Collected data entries
☆ ☆ ☆ ☆ ☆ ☆ ☆
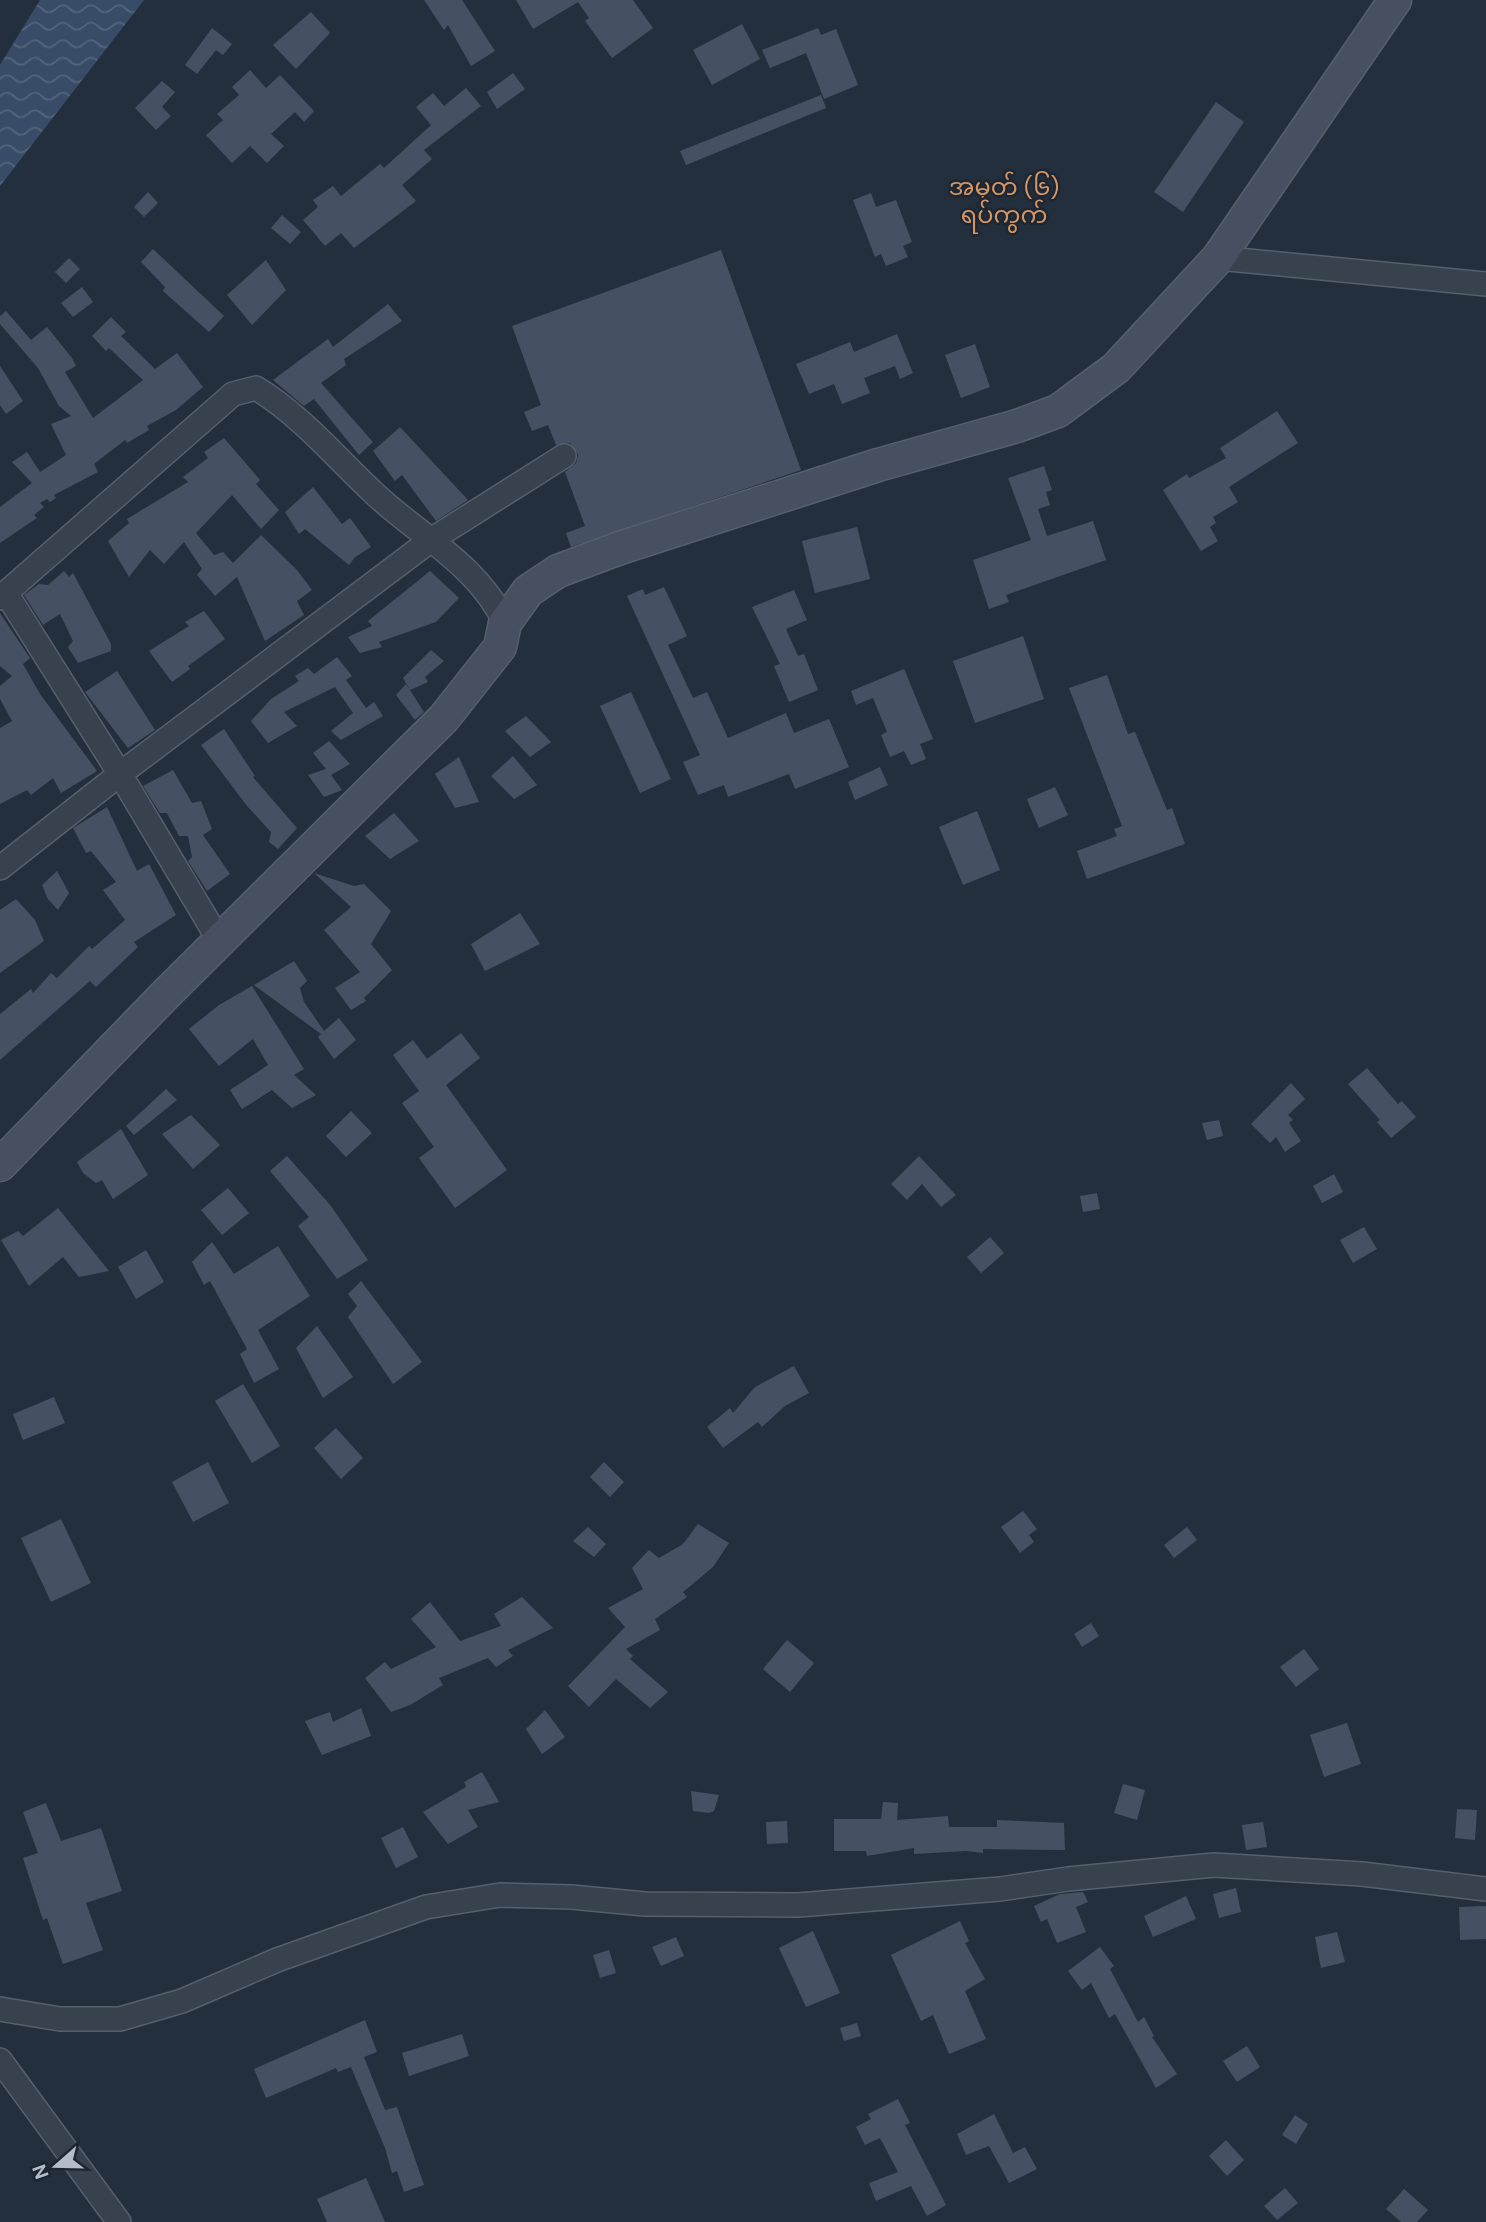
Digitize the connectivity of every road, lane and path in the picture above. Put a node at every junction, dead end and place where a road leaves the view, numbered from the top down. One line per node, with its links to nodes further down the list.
1 (1395, 0): 2 (street)
2 (1218, 258): 3 (street); 7 (street)
3 (1486, 284)
4 (564, 456): 5 (street)
5 (431, 540): 6 (street); 7 (street); 8 (street)
6 (3, 596): 8 (street)
7 (505, 623): 10 (street)
8 (120, 774): 9 (street); 10 (street)
9 (0, 868)
10 (219, 940): 11 (street)
11 (0, 1165)
12 (1486, 1889): 13 (street)
13 (0, 2008)
14 (0, 2060): 15 (street)
15 (119, 2222)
☆ ☆ ☆ ☆ ☆ ☆ ☆
** Exercise prompt **
The entries are to be copied exactly, and each image is to be omitted.

** Solution for this exercise **
Digitize the connectivity of every road, lane and path in the picture above. Put a node at every junction, dead end and place where a road leaves the view, numbered from the top down. One line per node, with its links to nodes further down the list.
1 (1395, 0): 2 (street)
2 (1218, 258): 3 (street); 7 (street)
3 (1486, 284)
4 (564, 456): 5 (street)
5 (431, 540): 6 (street); 7 (street); 8 (street)
6 (3, 596): 8 (street)
7 (505, 623): 10 (street)
8 (120, 774): 9 (street); 10 (street)
9 (0, 868)
10 (219, 940): 11 (street)
11 (0, 1165)
12 (1486, 1889): 13 (street)
13 (0, 2008)
14 (0, 2060): 15 (street)
15 (119, 2222)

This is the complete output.